# Fight Science on NGC



## Bigshadow (Aug 21, 2006)

What follows is my opinion.

OK, I wasn't going to watch it, then at the last moment out of curiosity, I DVArrrrrD it.  I still haven't finished watching it, though.  Thus far I am not impressed at all.  Although the premise of the show is interesting, the content was blah!   IMHO, it was just another XMA theatrical performance show.  There was plenty of ego and flashy theatrical moves to go around.

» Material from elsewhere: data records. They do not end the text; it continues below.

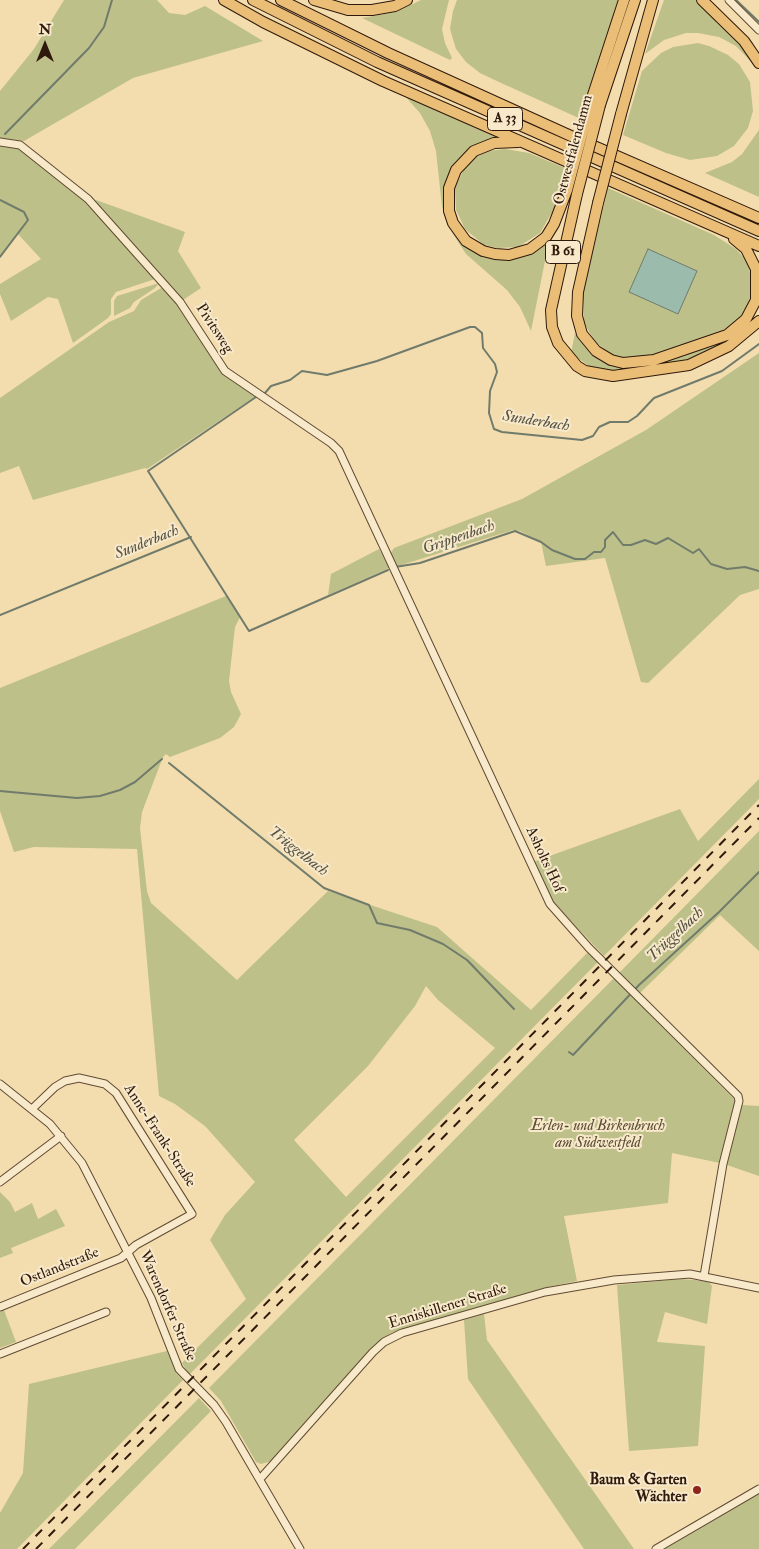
<!DOCTYPE html>
<html>
<head>
<meta charset="utf-8">
<style>
  body { margin:0 }
  #map { position:relative; width:759px; height:1549px; overflow:hidden; background:#f3ddae; font-family:"IM FELL Double Pica",serif }
  canvas { display:block }
  .north { position:absolute; left:20px; top:20px; width:50px; height:50px; -webkit-text-stroke:4px #f7e9ca; paint-order:stroke; rotate:0deg; font-size:14px; font-weight:700; line-height:20px; text-align:center; color:#2f190c }
  .north::after { content:''; display:block; margin:auto; width:18px; height:22px; background:#2f190c; clip-path:polygon(50% 0,100% 100%,50% 72%,0 100%) }
</style>
</head>
<body>
<div id="map">
<canvas width="759" height="1549"></canvas>
<div class="north">N</div>
</div>
<script>
const ctx = document.querySelector('canvas').getContext('2d');
ctx.lineJoin = 'round';
function paint(path, color) { ctx.fillStyle = color; ctx.fill(path, 'evenodd'); }
const toPath = rows => new Path2D(rows.map(r => 'M' + r).join(''));
function stroke(path, color, width, dash) { ctx.strokeStyle = color; ctx.lineWidth = width; ctx.lineCap = dash ? 'butt' : 'round'; ctx.setLineDash(dash || []); ctx.stroke(path); }
function label(font, color, halo, rows, align = 'center') {
  ctx.font = font + ' "IM FELL Double Pica",serif'; ctx.lineWidth = 4; ctx.setLineDash([]); ctx.textBaseline = 'middle'; ctx.strokeStyle = halo; ctx.fillStyle = color; for (const [text, x, y, turn = 0] of rows) {
    ctx.save(); ctx.translate(x, y); ctx.rotate((+turn || 0) * Math.PI / 180); ctx.textAlign = isNaN(turn) ? turn : align; if (halo) ctx.strokeText(text, 0, 0); ctx.fillText(text, 0, 0); ctx.restore();
  }
}
const green = toPath([
  [64,0,157,0,169,13,185,15,205,6,263,41,133,78,24,141,0,138,0,91,34,49],
  [421,0,449,0,442,29,445,43,452,58,450,60,362,18,396,12],
  [457,0,618,0,581,119,499,82,480,73,466,62,456,49,450,29,453,11],
  [664,0,697,0,717,23,741,44,756,67,736,46,719,37,698,33,686,33,664,40,645,54],
  [698,43,709,46,728,55,739,64,750,82,753,111,748,128,734,146,717,156,690,160,666,153,623,135,642,71,661,53,673,47],
  [404,95,498,137,498,140,472,148,458,160,445,188,444,201,450,225,495,258,549,241,531,331,520,307,507,290,466,254,449,228,442,207,436,151,430,131,420,113],
  [759,130,759,197,705,173,732,162,742,154],
  [0,145,19,148,26,153,76,193,156,277,155,279,116,292,111,299,111,314,108,318,73,343,58,299,48,297,11,321,0,294,0,284,41,259,18,234,0,256],
  [505,149,529,153,565,168,554,209,540,233,518,247,497,248,484,245,465,229,456,210,455,188,465,167,477,156,487,151],
  [608,188,714,235,736,249,747,261,753,283,748,307,736,322,726,330,643,358,624,358,613,355,595,342,584,323,583,293],
  [96,200,185,232,178,251,201,288,183,300,93,202],
  [159,283,155,288,134,302,130,308,114,316,114,301,117,296],
  [163,287,178,304,222,372,256,396,147,469,145,468,33,500,19,466,0,473,0,398,109,322,134,311,141,300],
  [575,333,592,355,601,360,621,368,633,369,650,366,723,342,724,343,688,360,665,365,615,371,589,366,571,353],
  [759,353,759,589,740,595,648,683,641,682,605,558,546,566,541,542,520,531,513,530,395,567,390,554,394,548,522,499,646,430],
  [379,549,389,568,328,595,331,574],
  [226,596,240,617,235,627,229,681,231,692,241,714,234,727,220,738,170,757,166,754,163,757,142,812,140,828,147,891,151,903,237,980,328,891,437,927,531,1010,588,952,598,962,189,1375,182,1363,246,1299,210,1240,225,1215,255,1182,205,1126,175,1104,159,1096,137,849,34,847,14,852,0,811,0,688],
  [426,986,438,1000,495,1048,346,1197,294,1140,368,1066,415,1006],
  [759,779,759,799,604,956,553,902,533,862,680,809,698,841],
  [759,831,759,951,720,915,640,993,619,973],
  [614,978,735,1100,720,1163,672,1153,668,1203,564,1216,577,1281,544,1288,391,1333,370,1350,272,1461,261,1464,256,1462,221,1401,209,1388],
  [742,1105,759,1106,759,1176,727,1165],
  [0,1192,10,1202,15,1212,32,1203,38,1219,56,1209,65,1226,11,1248,13,1253,0,1258],
  [680,1279,708,1281,712,1286,707,1324,665,1312,657,1342,705,1346,698,1446,629,1451,617,1285],
  [4,1310,16,1342,0,1348,0,1312],
  [484,1314,487,1340,634,1549,584,1549,468,1379,464,1320],
  [167,1351,176,1373,183,1380,17,1549,0,1549,0,1513,23,1473,29,1384],
  [199,1398,211,1411,75,1549,49,1549],
  [759,1493,759,1549,663,1549]
]);
const water = toPath([
  [648,249,697,271,678,314,629,292,648,249]
]);
const stream = toPath([
  [736,0,759,22],
  [5,134,89,48,104,27,112,0],
  [0,200,24,212,28,220,0,257],
  [265,393,271,386,290,380,302,371,327,375,377,361,470,327,475,327,482,333,483,348,495,364,497,372,490,391,489,413,494,429,502,432,582,440,593,436,599,427,610,422,628,422,637,416,654,398,722,371,759,344],
  [256,397,148,471,249,631,388,570],
  [395,567,420,563,515,531,541,542,552,550,575,559,585,559,594,552,601,552,605,547,605,540,613,532,623,545,631,545,645,540,656,544,668,538,693,553,699,549,711,564,727,569,745,567,759,571],
  [0,615,191,537],
  [169,763,324,888,369,905,377,923,410,930,443,944,467,960,514,1009],
  [0,791,77,798,100,796,120,790,135,782,162,759],
  [569,1052,573,1055,639,985,719,912,759,872]
]);
const minor = toPath([
  [729,0,759,30],
  [0,142,20,145,88,199,180,302,225,371,331,443,339,451,550,904,589,948,738,1096,739,1101,723,1164,704,1276],
  [0,1084,50,1124,82,1163,151,1298,179,1369,214,1405,226,1422,300,1549],
  [0,1182,61,1136],
  [0,1307,121,1258,136,1245,192,1214,116,1093,105,1084,79,1078,65,1081,55,1087,32,1109],
  [0,1354,106,1312],
  [260,1479,373,1352,384,1342,402,1333,545,1292,614,1280,690,1274,759,1288],
  [656,1549,759,1489]
]);
const highway = toPath([
  [224,0,263,22,383,81,759,246],
  [253,0,377,62,759,231],
  [281,0,388,53,571,136,759,218],
  [314,0,348,10,372,10,395,6,407,0],
  [702,0,744,41,759,63],
  [591,101,624,0],
  [600,105,635,0],
  [621,114,653,0],
  [518,142,494,143,474,151,456,170,449,188,449,211,453,223,466,241,483,251,495,254,509,255,530,249,546,237,554,224,567,190],
  [577,194,551,310,552,327,558,343,577,366,585,371,613,376,689,365,729,346,759,321],
  [598,203,578,292,577,316,582,334,596,351,611,360,623,363,654,360,727,335,746,319,756,300,756,269,746,249,734,239]
]);
const rail = toPath([
  [23,1549,759,805],
  [36,1549,759,818]
]);
const highwayBridge = toPath([
  [567,190,591,101],
  [577,194,600,105],
  [598,203,621,114]
]);
const markers = [
  [697,1490,5,"#8f2418"]
];
const shields = [
  [505,119,35],
  [563,252,35]
];
const shieldNames = [
  ["A 33",505,119],
  ["B 61",563,252]
];
const streetNames = [
  ["Ostwestfalendamm",574,150,-75],
  ["Pivitsweg",214,329,57],
  ["Asholts Hof",544,860,65],
  ["Anne-Frank-Straße",159,1136,57],
  ["Ostlandstraße",60,1268,-22],
  ["Warendorfer Straße",167,1306,66],
  ["Enniskillener Straße",448,1307,-17]
];
const parkNames = [
  ["Erlen- und Birkenbruch",598,1127],
  ["am Südwestfeld",598,1144]
];
const poiNames = [
  ["Baum & Garten",687,1481],
  ["Wächter",687,1498]
];
const waterNames = [
  ["Sunderbach",536,422,9],
  ["Grippenbach",459,538,-19],
  ["Sunderbach",147,543,-22],
  ["Trüggelbach",298,852,38],
  ["Trüggelbach",676,935,-43]
];
paint(green, '#bdc089');
paint(water, '#9bbcac');
stroke(water, '#707b6c', 1);
stroke(stream, '#707b6c', 2);
stroke(minor, '#604a34', 9);
stroke(highway, '#2f190c', 12);
stroke(minor, '#f7e9ca', 7);
stroke(highway, '#eabe77', 10);
stroke(rail, '#2f190c', 2, [9, 9]);
stroke(highwayBridge, '#2f190c', 12, []);
stroke(highwayBridge, '#eabe77', 10);
for (const [x, y, r, color] of markers) { const dot = new Path2D(); dot.arc(x, y, r, 0, 2 * Math.PI); ctx.fillStyle = color; ctx.fill(dot); stroke(dot, '#f7e9ca', 2); }
for (const [x, y, w] of shields) { const box = new Path2D(); box.roundRect(x - w / 2, y - 11.5, w, 23, 4); ctx.fillStyle = '#f7e9ca'; ctx.fill(box); stroke(box, '#2f190c', 1); }
label('bold 14px', '#2f190c', null, shieldNames);
label('15px', '#2f190c', '#f7e9ca', streetNames);
label('italic 15px', '#5a4b32', '#f7e9ca', parkNames);
label('bold 15px', '#2f190c', '#f7e9ca', poiNames, 'right');
label('italic 16px', '#555244', '#f7e9ca', waterNames);
</script>
</body>
</html>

Getting to the Ninjutsu section, it really turned my stomach, my first thought was "What the hell was that supposed to be?"  I notice they didn't elaborate about the "Master's" background in Ninjutsu.  Furthermore, what he did, didn't look much like anything I have ever seen (live or memorex) well except for a f"ew" ryu videos from the internet. 

There were some bits of residual information sprinkled throughout the show that would be beneficial to people, if they were to pick up on them.  For the most part, the show was flash, flair, and lots of ego!

It is really a waste of time, I wouldn't miss Southpark for it.


----------



## Cruentus (Aug 21, 2006)

Really...

I enjoyed it.

The historical accuracy of some of the aspects may have been off (like "Dim Mak" being attributed to Ninjutsu), and it was a little bit to "martial arty" for my as well.

But besides that, I thought they did a decent job in discussing some of the main points.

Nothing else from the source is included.